→ **Task item**: Nothing but an exact repetition of the entries should appear in the answer.

→ **Task material**:
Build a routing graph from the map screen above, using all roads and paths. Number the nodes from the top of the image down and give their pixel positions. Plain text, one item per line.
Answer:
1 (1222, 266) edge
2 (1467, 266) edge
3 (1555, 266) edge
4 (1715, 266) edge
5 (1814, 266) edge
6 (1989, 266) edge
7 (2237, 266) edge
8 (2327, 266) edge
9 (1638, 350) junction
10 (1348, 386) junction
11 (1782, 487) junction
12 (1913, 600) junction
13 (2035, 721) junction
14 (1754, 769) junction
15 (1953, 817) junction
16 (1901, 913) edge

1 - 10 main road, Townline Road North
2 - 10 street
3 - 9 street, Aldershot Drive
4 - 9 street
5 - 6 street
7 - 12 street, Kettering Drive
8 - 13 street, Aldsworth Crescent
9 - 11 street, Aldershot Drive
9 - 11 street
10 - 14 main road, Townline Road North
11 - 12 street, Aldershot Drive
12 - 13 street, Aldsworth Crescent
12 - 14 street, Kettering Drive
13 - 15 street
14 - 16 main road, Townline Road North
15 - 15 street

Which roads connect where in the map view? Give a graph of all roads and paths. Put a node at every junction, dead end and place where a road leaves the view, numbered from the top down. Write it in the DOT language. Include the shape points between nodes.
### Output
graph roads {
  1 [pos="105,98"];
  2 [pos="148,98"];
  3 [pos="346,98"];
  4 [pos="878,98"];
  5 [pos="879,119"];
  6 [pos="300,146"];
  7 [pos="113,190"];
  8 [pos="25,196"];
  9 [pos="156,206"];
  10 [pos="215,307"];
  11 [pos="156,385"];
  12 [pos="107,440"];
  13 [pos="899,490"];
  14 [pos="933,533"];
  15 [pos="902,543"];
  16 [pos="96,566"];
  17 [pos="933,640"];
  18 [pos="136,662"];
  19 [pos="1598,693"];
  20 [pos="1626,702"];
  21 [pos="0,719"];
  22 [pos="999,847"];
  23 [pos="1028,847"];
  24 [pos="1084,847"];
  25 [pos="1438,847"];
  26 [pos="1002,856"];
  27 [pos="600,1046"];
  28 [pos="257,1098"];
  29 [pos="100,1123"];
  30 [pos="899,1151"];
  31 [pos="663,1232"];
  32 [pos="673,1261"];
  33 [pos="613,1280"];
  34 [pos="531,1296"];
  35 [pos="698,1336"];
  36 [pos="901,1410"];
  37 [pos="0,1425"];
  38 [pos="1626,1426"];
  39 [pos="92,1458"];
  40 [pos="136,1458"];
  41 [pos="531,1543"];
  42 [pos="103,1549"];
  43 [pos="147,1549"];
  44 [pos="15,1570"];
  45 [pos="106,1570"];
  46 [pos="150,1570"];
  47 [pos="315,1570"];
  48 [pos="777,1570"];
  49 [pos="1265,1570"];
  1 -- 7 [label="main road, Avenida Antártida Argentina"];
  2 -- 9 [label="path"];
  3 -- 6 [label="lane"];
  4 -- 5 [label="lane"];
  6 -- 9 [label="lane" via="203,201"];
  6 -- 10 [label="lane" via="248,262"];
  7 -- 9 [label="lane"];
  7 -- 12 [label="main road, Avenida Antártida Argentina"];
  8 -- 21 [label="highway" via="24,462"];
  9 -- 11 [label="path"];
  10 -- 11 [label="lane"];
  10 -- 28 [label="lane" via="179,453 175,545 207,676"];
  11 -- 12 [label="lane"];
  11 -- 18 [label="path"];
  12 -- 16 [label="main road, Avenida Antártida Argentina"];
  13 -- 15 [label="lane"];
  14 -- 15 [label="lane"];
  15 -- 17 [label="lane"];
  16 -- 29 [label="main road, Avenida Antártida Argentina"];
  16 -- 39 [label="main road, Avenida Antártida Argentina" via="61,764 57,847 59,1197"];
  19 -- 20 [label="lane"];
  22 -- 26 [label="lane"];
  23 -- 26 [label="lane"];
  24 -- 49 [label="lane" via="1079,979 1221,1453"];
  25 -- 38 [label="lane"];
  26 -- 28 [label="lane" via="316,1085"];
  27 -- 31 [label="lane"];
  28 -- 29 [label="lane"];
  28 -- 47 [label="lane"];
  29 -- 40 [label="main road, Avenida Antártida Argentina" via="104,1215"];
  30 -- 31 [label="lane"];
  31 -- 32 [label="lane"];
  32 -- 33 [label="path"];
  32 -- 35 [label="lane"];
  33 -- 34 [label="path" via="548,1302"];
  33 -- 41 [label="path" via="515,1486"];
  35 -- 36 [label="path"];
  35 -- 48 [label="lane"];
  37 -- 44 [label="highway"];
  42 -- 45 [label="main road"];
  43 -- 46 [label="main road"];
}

→ **Written answer**:
Build a routing graph from the map screen above, using all roads and paths. Number the nodes from the top of the image down and give their pixel positions. Plain text, one item per line.
Answer:
1 (1222, 266) edge
2 (1467, 266) edge
3 (1555, 266) edge
4 (1715, 266) edge
5 (1814, 266) edge
6 (1989, 266) edge
7 (2237, 266) edge
8 (2327, 266) edge
9 (1638, 350) junction
10 (1348, 386) junction
11 (1782, 487) junction
12 (1913, 600) junction
13 (2035, 721) junction
14 (1754, 769) junction
15 (1953, 817) junction
16 (1901, 913) edge

1 - 10 main road, Townline Road North
2 - 10 street
3 - 9 street, Aldershot Drive
4 - 9 street
5 - 6 street
7 - 12 street, Kettering Drive
8 - 13 street, Aldsworth Crescent
9 - 11 street, Aldershot Drive
9 - 11 street
10 - 14 main road, Townline Road North
11 - 12 street, Aldershot Drive
12 - 13 street, Aldsworth Crescent
12 - 14 street, Kettering Drive
13 - 15 street
14 - 16 main road, Townline Road North
15 - 15 street

Which roads connect where in the map view? Give a graph of all roads and paths. Put a node at every junction, dead end and place where a road leaves the view, numbered from the top down. Write it in the DOT language. Include the shape points between nodes.
### Output
graph roads {
  1 [pos="105,98"];
  2 [pos="148,98"];
  3 [pos="346,98"];
  4 [pos="878,98"];
  5 [pos="879,119"];
  6 [pos="300,146"];
  7 [pos="113,190"];
  8 [pos="25,196"];
  9 [pos="156,206"];
  10 [pos="215,307"];
  11 [pos="156,385"];
  12 [pos="107,440"];
  13 [pos="899,490"];
  14 [pos="933,533"];
  15 [pos="902,543"];
  16 [pos="96,566"];
  17 [pos="933,640"];
  18 [pos="136,662"];
  19 [pos="1598,693"];
  20 [pos="1626,702"];
  21 [pos="0,719"];
  22 [pos="999,847"];
  23 [pos="1028,847"];
  24 [pos="1084,847"];
  25 [pos="1438,847"];
  26 [pos="1002,856"];
  27 [pos="600,1046"];
  28 [pos="257,1098"];
  29 [pos="100,1123"];
  30 [pos="899,1151"];
  31 [pos="663,1232"];
  32 [pos="673,1261"];
  33 [pos="613,1280"];
  34 [pos="531,1296"];
  35 [pos="698,1336"];
  36 [pos="901,1410"];
  37 [pos="0,1425"];
  38 [pos="1626,1426"];
  39 [pos="92,1458"];
  40 [pos="136,1458"];
  41 [pos="531,1543"];
  42 [pos="103,1549"];
  43 [pos="147,1549"];
  44 [pos="15,1570"];
  45 [pos="106,1570"];
  46 [pos="150,1570"];
  47 [pos="315,1570"];
  48 [pos="777,1570"];
  49 [pos="1265,1570"];
  1 -- 7 [label="main road, Avenida Antártida Argentina"];
  2 -- 9 [label="path"];
  3 -- 6 [label="lane"];
  4 -- 5 [label="lane"];
  6 -- 9 [label="lane" via="203,201"];
  6 -- 10 [label="lane" via="248,262"];
  7 -- 9 [label="lane"];
  7 -- 12 [label="main road, Avenida Antártida Argentina"];
  8 -- 21 [label="highway" via="24,462"];
  9 -- 11 [label="path"];
  10 -- 11 [label="lane"];
  10 -- 28 [label="lane" via="179,453 175,545 207,676"];
  11 -- 12 [label="lane"];
  11 -- 18 [label="path"];
  12 -- 16 [label="main road, Avenida Antártida Argentina"];
  13 -- 15 [label="lane"];
  14 -- 15 [label="lane"];
  15 -- 17 [label="lane"];
  16 -- 29 [label="main road, Avenida Antártida Argentina"];
  16 -- 39 [label="main road, Avenida Antártida Argentina" via="61,764 57,847 59,1197"];
  19 -- 20 [label="lane"];
  22 -- 26 [label="lane"];
  23 -- 26 [label="lane"];
  24 -- 49 [label="lane" via="1079,979 1221,1453"];
  25 -- 38 [label="lane"];
  26 -- 28 [label="lane" via="316,1085"];
  27 -- 31 [label="lane"];
  28 -- 29 [label="lane"];
  28 -- 47 [label="lane"];
  29 -- 40 [label="main road, Avenida Antártida Argentina" via="104,1215"];
  30 -- 31 [label="lane"];
  31 -- 32 [label="lane"];
  32 -- 33 [label="path"];
  32 -- 35 [label="lane"];
  33 -- 34 [label="path" via="548,1302"];
  33 -- 41 [label="path" via="515,1486"];
  35 -- 36 [label="path"];
  35 -- 48 [label="lane"];
  37 -- 44 [label="highway"];
  42 -- 45 [label="main road"];
  43 -- 46 [label="main road"];
}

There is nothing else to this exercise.